Task inputs:
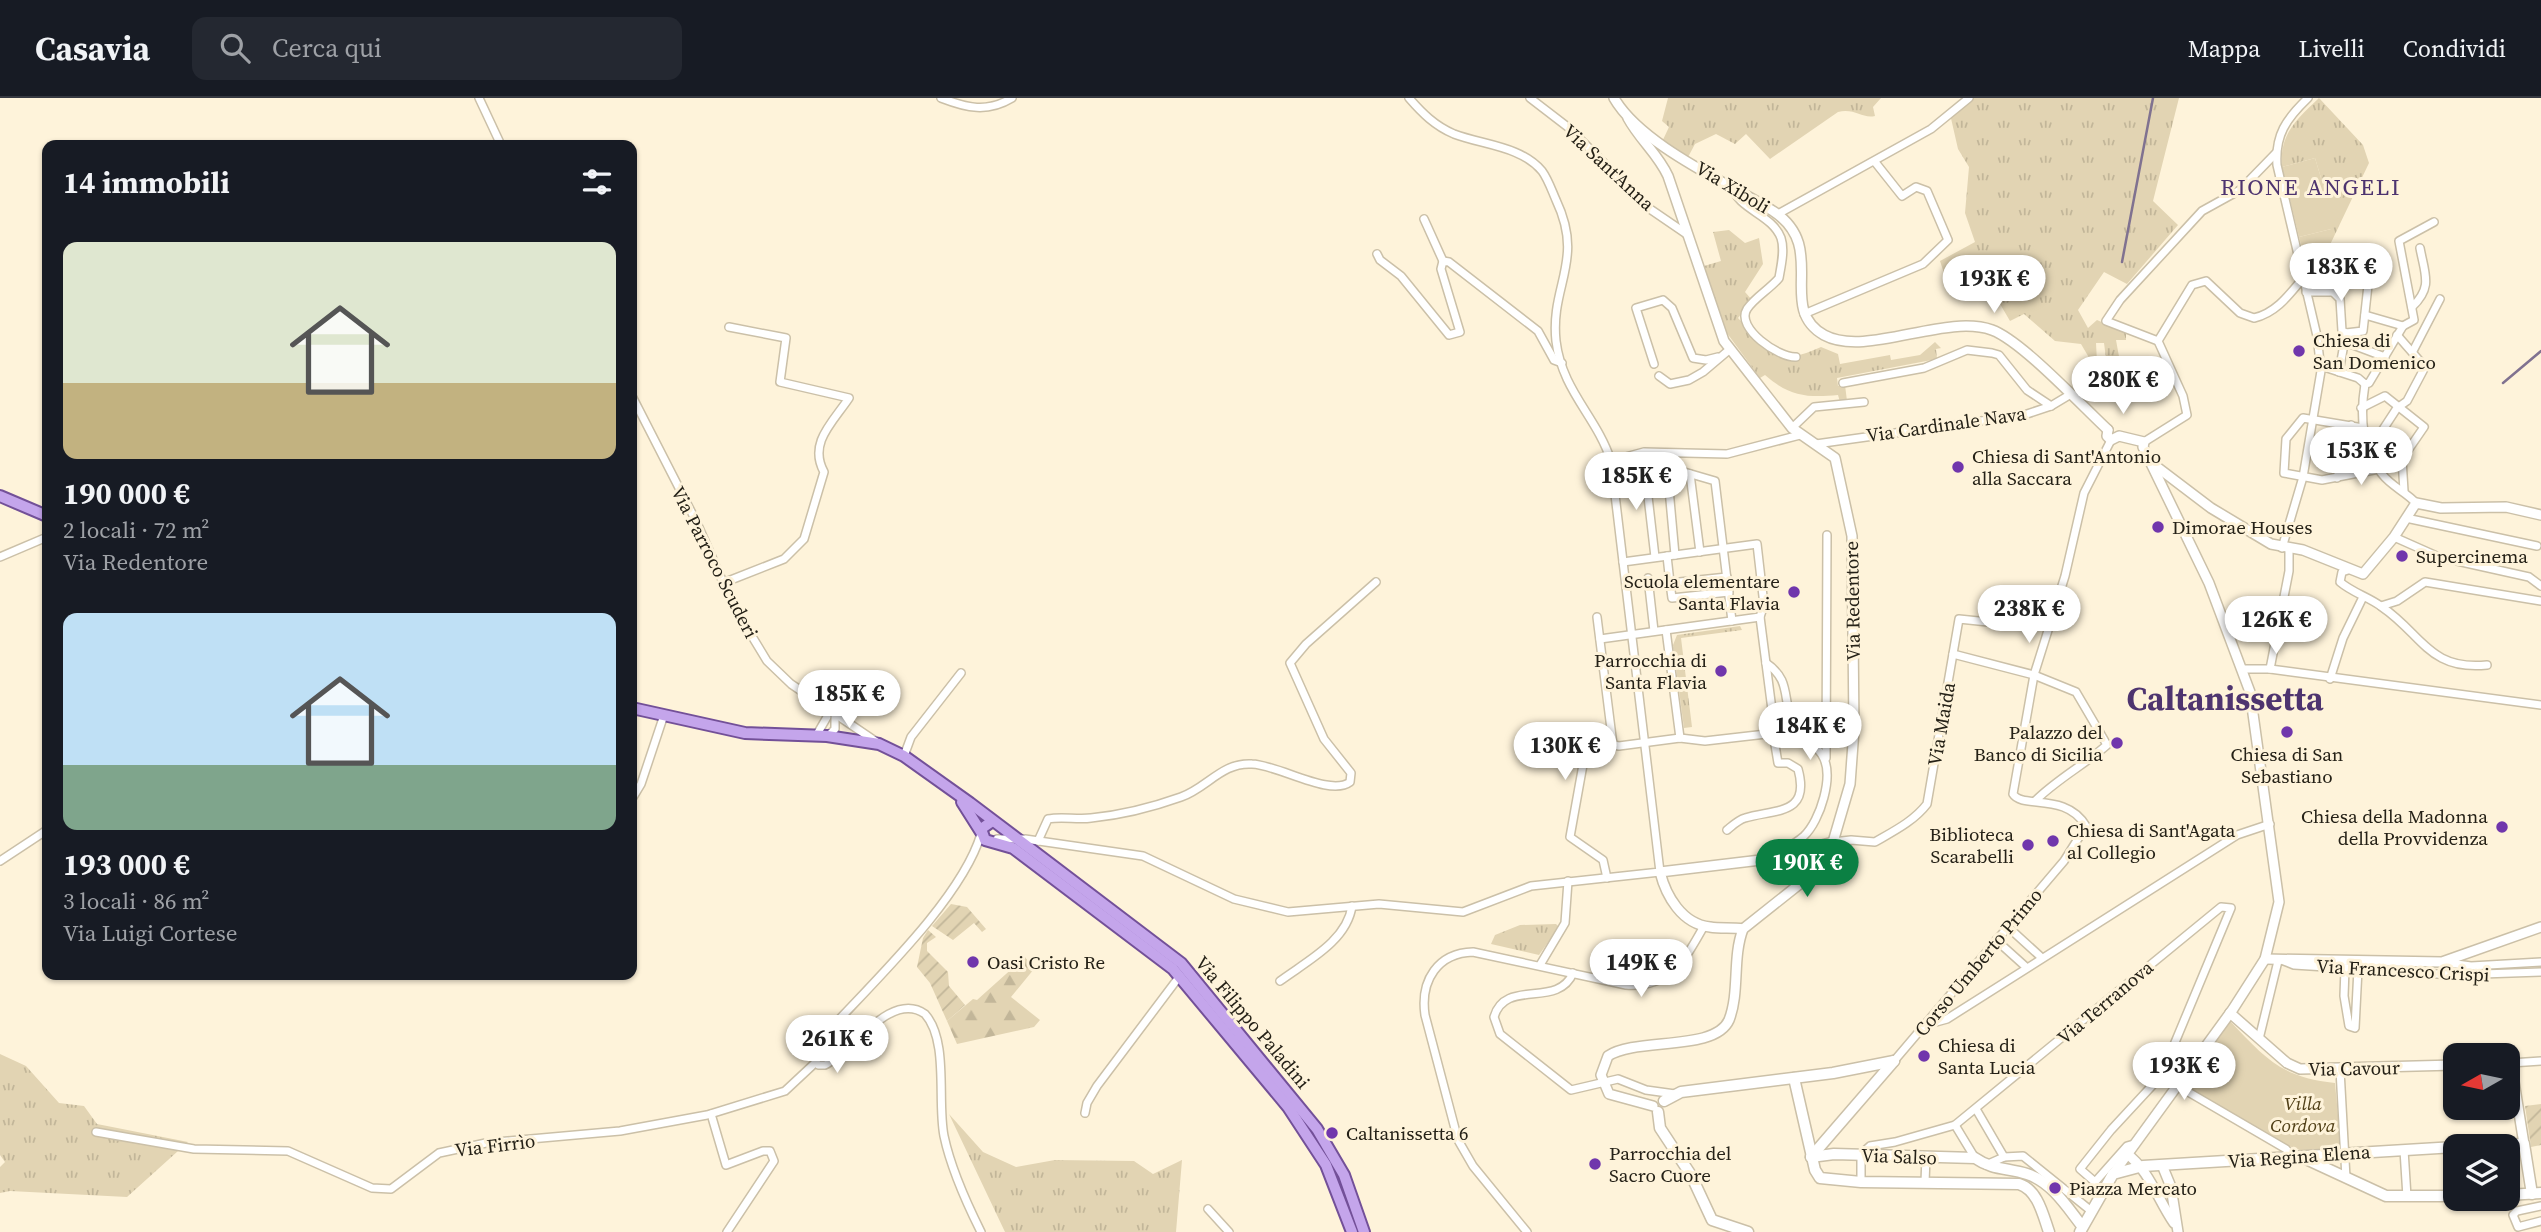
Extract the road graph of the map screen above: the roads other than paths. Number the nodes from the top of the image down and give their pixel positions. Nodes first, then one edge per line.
1 (479, 98) edge
2 (941, 98) edge
3 (1012, 98) edge
4 (1409, 98) edge
5 (1530, 98) edge
6 (1614, 98) edge
7 (1969, 98) edge
8 (2308, 98) edge
9 (1628, 118) junction
10 (499, 140) edge
11 (2276, 153) junction
12 (1875, 162) junction
13 (1731, 185) junction
14 (1778, 214) junction
15 (1424, 219) dead end
16 (2434, 222) dead end
17 (1688, 235) junction
18 (2420, 248) dead end
19 (1377, 254) dead end
20 (1443, 261) junction
21 (2425, 275) junction
22 (2407, 277) junction
23 (2303, 278) junction
24 (2306, 292) junction
25 (2333, 292) junction
26 (2440, 299) dead end
27 (2412, 307) junction
28 (1804, 314) junction
29 (2365, 315) junction
30 (2403, 326) junction
31 (729, 327) dead end
32 (2397, 335) junction
33 (2345, 337) junction
34 (2158, 341) junction
35 (1729, 350) junction
36 (2413, 351) junction
37 (1718, 357) junction
38 (1796, 357) dead end
39 (2385, 357) junction
40 (1562, 363) junction
41 (1654, 365) dead end
42 (2321, 366) junction
43 (2339, 372) junction
44 (1659, 376) dead end
45 (1843, 383) dead end
46 (2367, 383) junction
47 (2071, 394) junction
48 (1864, 402) dead end
49 (637, 406) edge
50 (2052, 406) junction
51 (2361, 408) junction
52 (2397, 408) junction
53 (2316, 418) junction
54 (2351, 425) junction
55 (2363, 428) junction
56 (1796, 431) junction
57 (2112, 436) junction
58 (1816, 444) junction
59 (2142, 444) junction
60 (2309, 447) junction
61 (2369, 448) junction
62 (2345, 450) junction
63 (2405, 453) junction
64 (2149, 460) junction
65 (1611, 461) junction
66 (1644, 463) dead end
67 (2379, 469) junction
68 (1690, 474) junction
69 (2303, 477) junction
70 (2337, 478) junction
71 (2404, 491) junction
72 (0, 495) edge
73 (2416, 503) junction
74 (42, 511) edge
75 (2541, 515) edge
76 (2406, 519) junction
77 (1827, 535) dead end
78 (2394, 537) junction
79 (42, 539) edge
80 (2538, 546) dead end
81 (1724, 548) junction
82 (2285, 548) junction
83 (1700, 552) junction
84 (1675, 555) junction
85 (1667, 556) junction
86 (0, 557) edge
87 (1655, 557) junction
88 (1623, 562) junction
89 (2351, 569) junction
90 (1727, 577) junction
91 (1648, 578) dead end
92 (1376, 582) dead end
93 (723, 583) junction
94 (1670, 583) junction
95 (2541, 586) edge
96 (1729, 592) junction
97 (2363, 597) junction
98 (2541, 601) edge
99 (2057, 602) junction
100 (2381, 606) junction
101 (1597, 617) dead end
102 (1760, 617) junction
103 (1732, 621) junction
104 (1666, 630) junction
105 (1654, 631) junction
106 (1632, 634) junction
107 (1600, 639) junction
108 (1953, 654) junction
109 (1766, 663) junction
110 (2487, 666) dead end
111 (2244, 669) junction
112 (2270, 669) junction
113 (961, 673) dead end
114 (2034, 675) junction
115 (2330, 679) junction
116 (2541, 705) edge
117 (825, 706) junction
118 (637, 709) edge
119 (834, 712) junction
120 (664, 715) junction
121 (1774, 733) junction
122 (822, 736) junction
123 (1679, 738) junction
124 (1645, 743) junction
125 (878, 744) junction
126 (1613, 745) junction
127 (904, 757) junction
128 (1826, 761) junction
129 (637, 792) edge
130 (955, 795) junction
131 (2035, 801) junction
132 (994, 823) junction
133 (2270, 824) junction
134 (1727, 830) dead end
135 (42, 833) edge
136 (981, 833) junction
137 (1016, 838) junction
138 (994, 840) junction
139 (1038, 841) junction
140 (1833, 842) junction
141 (975, 854) junction
142 (1769, 859) junction
143 (0, 861) edge
144 (1660, 872) junction
145 (1607, 878) junction
146 (1568, 881) junction
147 (1352, 906) junction
148 (1704, 926) junction
149 (2008, 927) junction
150 (2541, 927) edge
151 (1744, 929) junction
152 (1996, 940) junction
153 (2042, 958) junction
154 (2265, 959) junction
155 (2281, 961) junction
156 (2442, 962) junction
157 (2541, 962) edge
158 (1540, 965) junction
159 (2026, 967) junction
160 (2345, 968) junction
161 (2358, 969) junction
162 (2541, 972) edge
163 (1573, 973) junction
164 (1179, 977) junction
165 (1280, 981) dead end
166 (2230, 1013) junction
167 (1925, 1025) junction
168 (2259, 1039) junction
169 (1894, 1061) junction
170 (2541, 1061) edge
171 (2520, 1062) edge
172 (815, 1063) junction
173 (2443, 1066) edge
174 (2340, 1070) junction
175 (1794, 1078) junction
176 (1602, 1082) junction
177 (2178, 1086) junction
178 (1675, 1094) junction
179 (1655, 1109) junction
180 (1976, 1109) junction
181 (1085, 1113) dead end
182 (711, 1114) junction
183 (2520, 1120) edge
184 (1955, 1125) junction
185 (96, 1132) dead end
186 (2134, 1144) junction
187 (2520, 1144) edge
188 (2524, 1144) junction
189 (2443, 1148) edge
190 (2404, 1150) junction
191 (2127, 1154) junction
192 (2344, 1154) junction
193 (1811, 1157) junction
194 (1926, 1157) junction
195 (2004, 1157) junction
196 (2297, 1157) junction
197 (1861, 1158) junction
198 (1975, 1158) junction
199 (2162, 1164) junction
200 (1986, 1165) junction
201 (2143, 1166) junction
202 (2113, 1174) junction
203 (2346, 1178) junction
204 (1861, 1182) junction
205 (1925, 1182) junction
206 (2537, 1194) edge
207 (2443, 1196) edge
208 (2407, 1198) junction
209 (2541, 1206) edge
210 (1208, 1209) dead end
211 (2090, 1210) junction
212 (2538, 1222) edge
213 (2176, 1227) edge
214 (2081, 1229) edge
215 (727, 1232) edge
216 (981, 1232) edge
217 (1230, 1232) edge
218 (1352, 1232) edge
219 (1364, 1232) edge
220 (1527, 1232) edge
221 (1748, 1232) edge
222 (2049, 1232) edge

1 - 10 street
2 - 3 street
4 - 40 street
5 - 17 street, Via Sant'Anna
6 - 9 street, Via Xiboli
7 - 12 street
8 - 11 street
9 - 13 street, Via Xiboli
9 - 17 street, Via Redentore
11 - 23 street
11 - 34 street
12 - 14 street
12 - 28 street
13 - 14 street, Via Xiboli
13 - 38 street
14 - 28 street, Via Xiboli
15 - 20 street
16 - 22 street
17 - 35 street, Via Redentore
18 - 21 street
19 - 20 street
20 - 40 street
21 - 22 street
21 - 27 street
22 - 27 street
23 - 24 street
23 - 34 street
24 - 25 street
24 - 42 street
25 - 29 street
25 - 33 street
26 - 36 street
27 - 30 street
28 - 47 street
29 - 30 street
29 - 33 street
30 - 32 street
31 - 93 street
32 - 36 street
32 - 39 street
33 - 39 street
33 - 43 street
34 - 59 street
35 - 37 street
35 - 56 street, Via Redentore
36 - 52 street
37 - 41 street
37 - 44 street
39 - 46 street
40 - 65 street
42 - 43 street
42 - 53 street
43 - 46 street
45 - 50 street
46 - 51 street
47 - 50 street, Via Cardinale Nava
47 - 57 street
48 - 56 street
49 - 93 street, Via Parroco Scuderi
50 - 58 street, Via Cardinale Nava
51 - 52 street
51 - 55 street
52 - 63 street
52 - 63 street
53 - 54 street
53 - 60 street
53 - 69 street
54 - 55 street
54 - 62 street
55 - 61 street
56 - 58 street, Via Redentore
56 - 65 street
57 - 59 street
57 - 99 street
58 - 140 street, Via Redentore
59 - 64 street
60 - 62 street
60 - 69 street
61 - 62 street
61 - 67 street
62 - 70 street
63 - 71 street
64 - 82 street
64 - 111 street
65 - 88 street
66 - 87 street
67 - 70 street
67 - 71 street
68 - 81 street
68 - 83 street
68 - 84 street
69 - 70 street
69 - 82 street
71 - 73 street
72 - 74 main road
73 - 75 street
73 - 76 street
76 - 78 street
76 - 80 street
77 - 128 street
78 - 89 street
78 - 95 street
79 - 86 street
81 - 83 street
81 - 90 street
81 - 102 street
82 - 89 street
82 - 112 street
83 - 84 street
84 - 85 street
85 - 87 street
85 - 94 street
87 - 88 street
88 - 106 street
89 - 97 street
90 - 94 street
90 - 96 street
91 - 105 street
92 - 139 street
93 - 117 street, Via Parroco Scuderi
94 - 96 street
96 - 103 street
97 - 100 street
97 - 115 street
98 - 100 street
99 - 108 street, Via Maida
99 - 114 street
100 - 110 street
101 - 107 street
102 - 103 street
102 - 109 street
103 - 104 street
104 - 105 street
104 - 123 street
105 - 106 street
106 - 107 street
106 - 124 street
107 - 126 street
108 - 114 street
108 - 140 street, Via Maida
109 - 121 street
109 - 128 street
111 - 112 street
111 - 133 street
112 - 115 street
113 - 127 street
114 - 131 street
114 - 131 street
115 - 116 street
117 - 119 street, Via Parroco Scuderi
117 - 122 street
118 - 120 main road, Via Filippo Paladini
119 - 122 street
119 - 125 street, Via Parroco Scuderi
120 - 122 main road, Via Filippo Paladini
120 - 129 street
121 - 123 street
121 - 134 street
122 - 125 main road, Via Filippo Paladini
123 - 124 street
124 - 126 street
124 - 144 street
125 - 127 main road, Via Filippo Paladini
126 - 145 street
127 - 130 main road, Via Filippo Paladini
128 - 142 street
130 - 132 main road, Via Filippo Paladini
130 - 136 main road, Via Filippo Paladini
131 - 149 street, Corso Umberto Primo
132 - 136 main road
132 - 137 main road, Via Filippo Paladini
132 - 138 main road
133 - 153 street
133 - 154 street
135 - 143 street
136 - 138 main road, Via Filippo Paladini
136 - 141 street
137 - 138 street
137 - 139 street
137 - 219 main road, Via Filippo Paladini
138 - 141 street
138 - 164 main road, Via Filippo Paladini
139 - 147 street
140 - 142 street
140 - 151 street, Via Redentore
141 - 172 street
142 - 144 street
144 - 145 street
144 - 148 street
145 - 146 street
146 - 147 street
146 - 158 street
147 - 165 street
148 - 151 street
148 - 163 street
149 - 152 street, Corso Umberto Primo
149 - 153 street
150 - 156 street
151 - 176 street
152 - 159 street
152 - 167 street, Corso Umberto Primo
153 - 159 street
154 - 155 street, Via Francesco Crispi
154 - 166 street
155 - 156 street
155 - 160 street, Via Francesco Crispi
155 - 168 street
156 - 157 street
158 - 163 street
158 - 220 street
159 - 167 street
160 - 161 street, Via Francesco Crispi
160 - 161 street
161 - 162 street, Via Francesco Crispi
163 - 176 street
164 - 181 street
164 - 218 main road, Via Filippo Paladini
166 - 168 street, Via Cavour
166 - 177 street
167 - 169 street, Corso Umberto Primo
168 - 174 street, Via Cavour
169 - 175 main road
169 - 193 main road, Corso Umberto Primo
170 - 171 street
172 - 182 street, Via Firrìo
172 - 216 street
173 - 174 street, Via Cavour
174 - 192 street
175 - 178 main road
175 - 193 main road
176 - 178 street
176 - 179 street
177 - 186 street
177 - 196 street
178 - 179 main road
179 - 221 main road
180 - 184 street, Via Terranova
180 - 186 street, Via Terranova
180 - 195 street
182 - 185 street, Via Firrìo
182 - 215 street
183 - 188 street
184 - 197 street, Via Terranova
184 - 198 street
186 - 191 street
187 - 188 main road
188 - 206 main road
189 - 190 main road, Via Regina Elena
190 - 192 main road, Via Regina Elena
190 - 208 street
191 - 201 street
191 - 202 street
192 - 196 main road, Via Regina Elena
192 - 203 street
193 - 197 main road, Via Salso
193 - 204 main road
194 - 197 main road, Via Salso
194 - 198 main road, Via Salso
194 - 205 street
195 - 200 street
195 - 211 street
196 - 199 main road, Via Regina Elena
196 - 203 main road
197 - 204 street
198 - 200 main road
199 - 201 main road, Via Regina Elena
199 - 213 street
200 - 214 main road
201 - 202 main road, Via Regina Elena
201 - 213 street
202 - 211 main road
203 - 208 main road
204 - 205 main road
205 - 222 main road
207 - 208 main road
209 - 212 street
210 - 217 street
211 - 214 main road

The task: In the entries above, count each line holding the word "Cardinale" and give that count alone.

Response area: 2